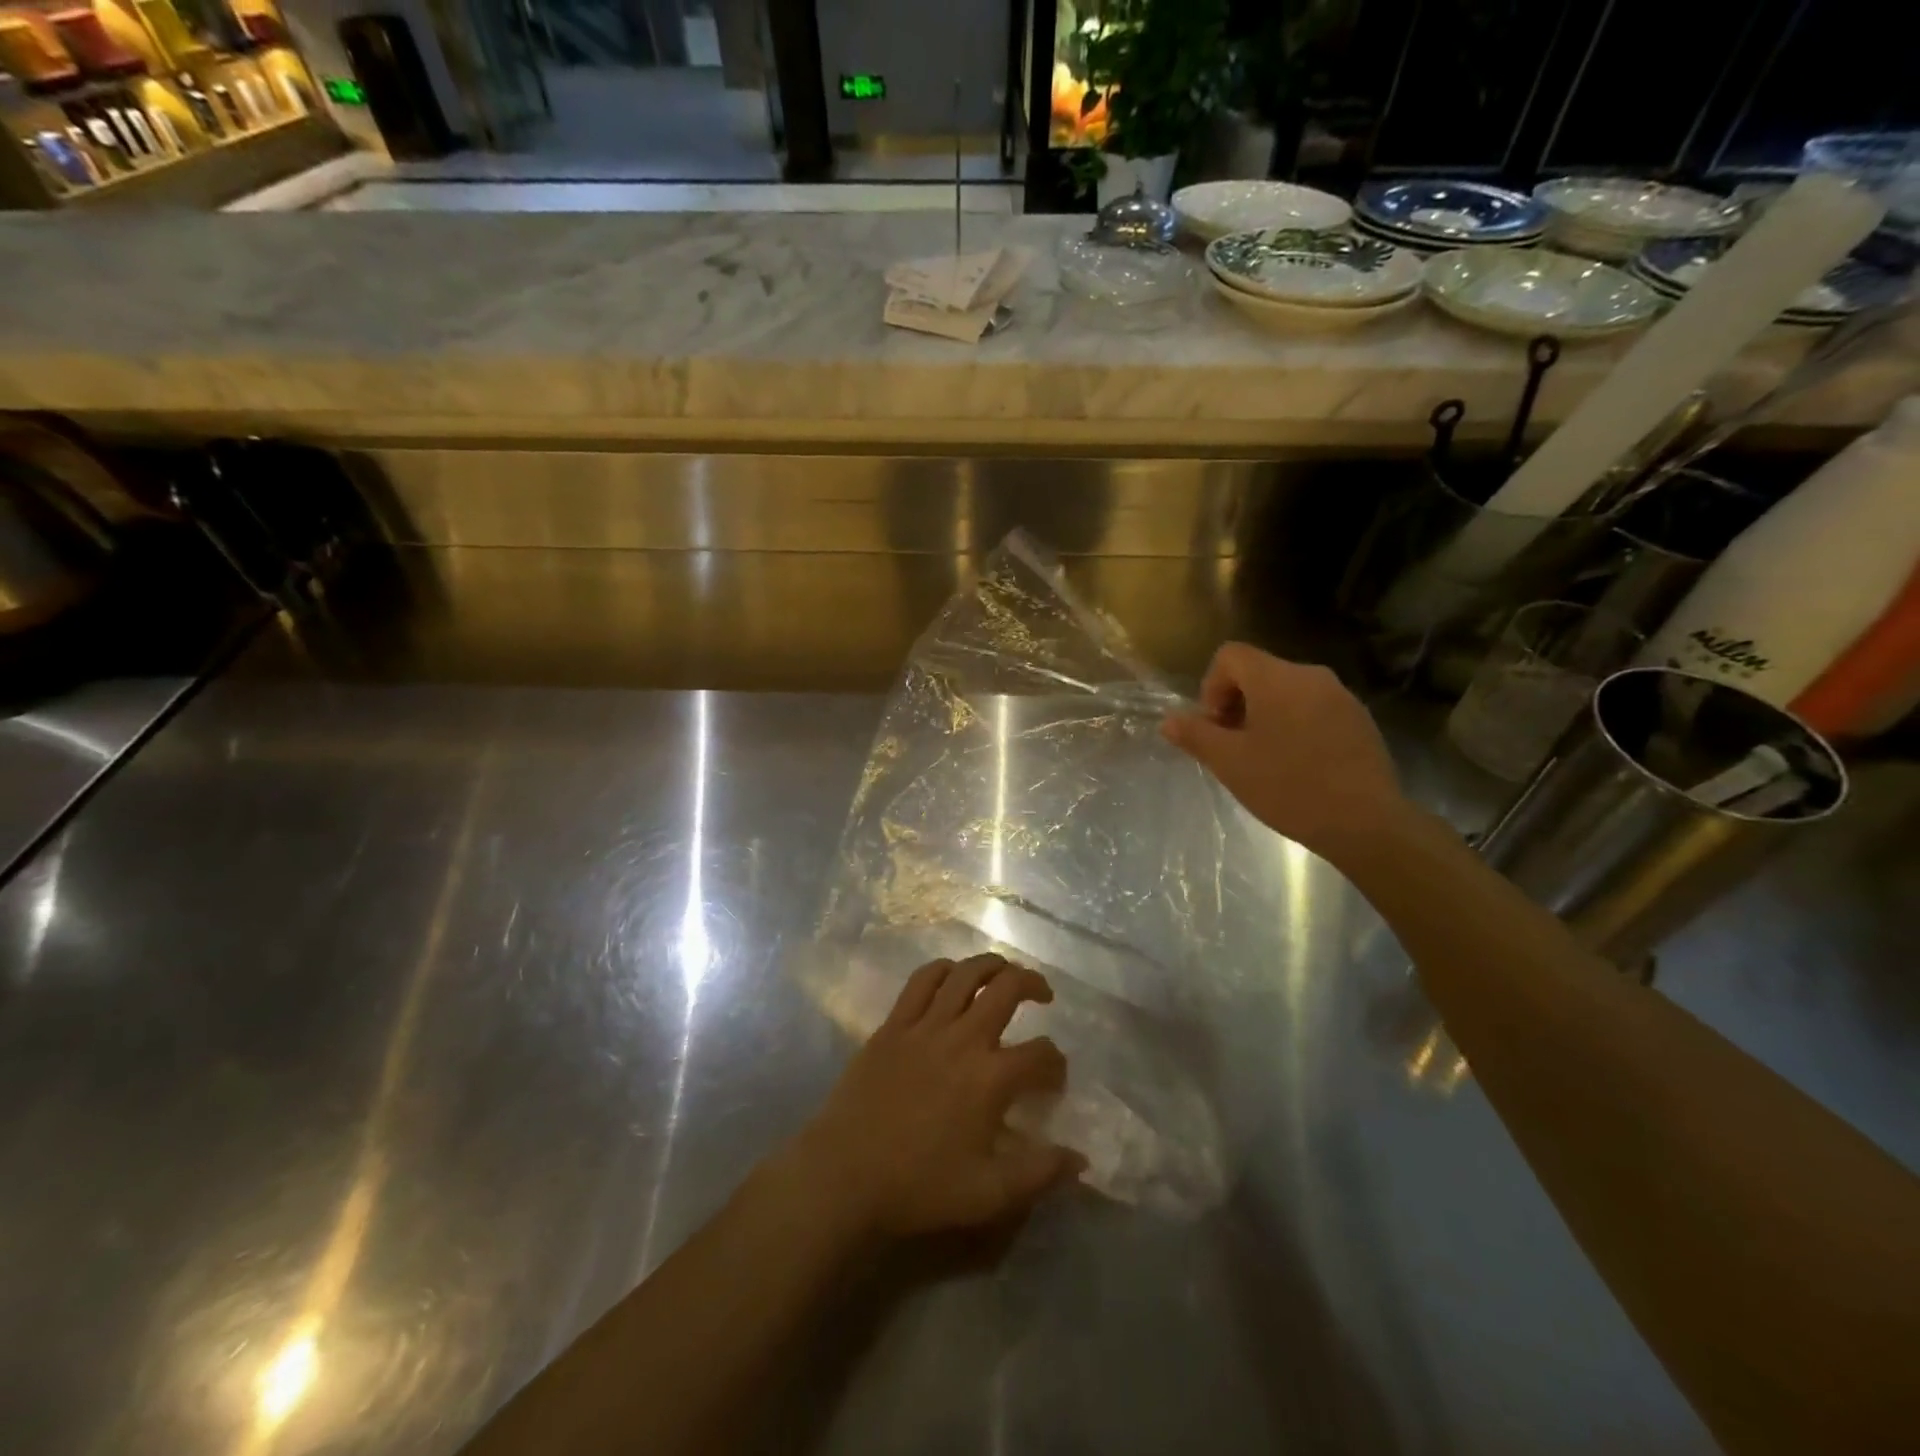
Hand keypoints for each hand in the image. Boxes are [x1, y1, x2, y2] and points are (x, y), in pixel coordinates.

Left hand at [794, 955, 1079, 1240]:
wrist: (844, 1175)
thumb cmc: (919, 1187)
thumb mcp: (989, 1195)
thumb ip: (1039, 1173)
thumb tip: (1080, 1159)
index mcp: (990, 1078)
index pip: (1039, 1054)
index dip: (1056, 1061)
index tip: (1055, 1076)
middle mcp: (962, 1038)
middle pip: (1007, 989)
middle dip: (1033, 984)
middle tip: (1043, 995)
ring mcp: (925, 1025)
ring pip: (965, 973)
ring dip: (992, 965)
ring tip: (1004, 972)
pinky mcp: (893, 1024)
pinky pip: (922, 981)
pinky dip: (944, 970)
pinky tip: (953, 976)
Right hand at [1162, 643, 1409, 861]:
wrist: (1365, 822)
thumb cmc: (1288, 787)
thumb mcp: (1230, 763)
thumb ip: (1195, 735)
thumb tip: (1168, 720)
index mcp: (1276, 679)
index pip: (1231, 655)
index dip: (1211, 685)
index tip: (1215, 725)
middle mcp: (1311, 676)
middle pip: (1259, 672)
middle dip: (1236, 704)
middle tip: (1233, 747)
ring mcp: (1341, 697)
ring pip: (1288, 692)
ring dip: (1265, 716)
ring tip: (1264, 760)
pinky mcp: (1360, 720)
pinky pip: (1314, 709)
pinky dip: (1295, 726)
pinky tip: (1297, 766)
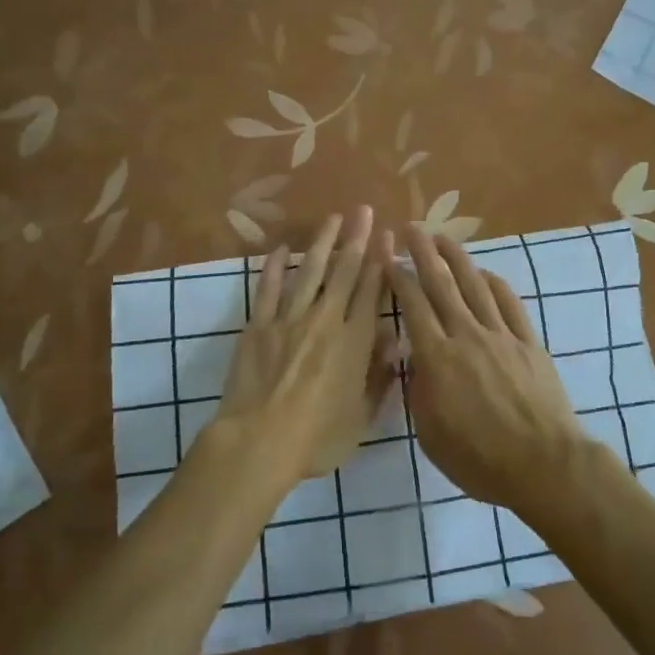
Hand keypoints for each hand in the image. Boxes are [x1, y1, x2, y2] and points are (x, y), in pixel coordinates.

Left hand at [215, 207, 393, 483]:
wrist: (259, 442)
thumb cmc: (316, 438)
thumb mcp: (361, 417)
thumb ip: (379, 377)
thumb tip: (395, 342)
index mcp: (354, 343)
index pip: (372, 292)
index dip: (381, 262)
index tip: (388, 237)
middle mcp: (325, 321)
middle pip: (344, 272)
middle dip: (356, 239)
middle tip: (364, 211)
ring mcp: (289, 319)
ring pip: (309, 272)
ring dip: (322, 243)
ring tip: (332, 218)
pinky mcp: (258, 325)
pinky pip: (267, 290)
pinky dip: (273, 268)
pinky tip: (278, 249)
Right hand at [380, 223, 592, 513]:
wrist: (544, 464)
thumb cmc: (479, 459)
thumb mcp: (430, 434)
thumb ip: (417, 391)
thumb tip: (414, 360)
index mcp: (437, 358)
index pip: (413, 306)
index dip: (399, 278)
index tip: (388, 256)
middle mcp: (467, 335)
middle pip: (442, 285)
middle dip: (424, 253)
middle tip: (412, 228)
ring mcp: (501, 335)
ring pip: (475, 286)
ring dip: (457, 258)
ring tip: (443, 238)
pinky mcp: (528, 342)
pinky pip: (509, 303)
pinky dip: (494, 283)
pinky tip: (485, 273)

☆ ☆ ☆ ☆

● **Aim of the task**: From the line holding "ring mcp: (289, 319)" to the line holding "middle mcp: (467, 335)", inclusive, restate each line above exactly as written.

● **Output below**:
ring mcp: (289, 319)
ring pip: (309, 272)
ring dip: (322, 243)
ring tip: (332, 218)
pinky mcp: (258, 325)
pinky pip: (267, 290)
pinky dip: (273, 268)
pinky tip: (278, 249)
Right hand at [380, 223, 592, 513]:
wrist: (544, 464)
thumb cmc: (479, 459)
thumb mcp: (430, 434)
thumb ip: (417, 391)
thumb tip: (414, 360)
index mcp: (437, 358)
index pip: (413, 306)
index dip: (399, 278)
index tip: (388, 256)
middle mcp: (467, 335)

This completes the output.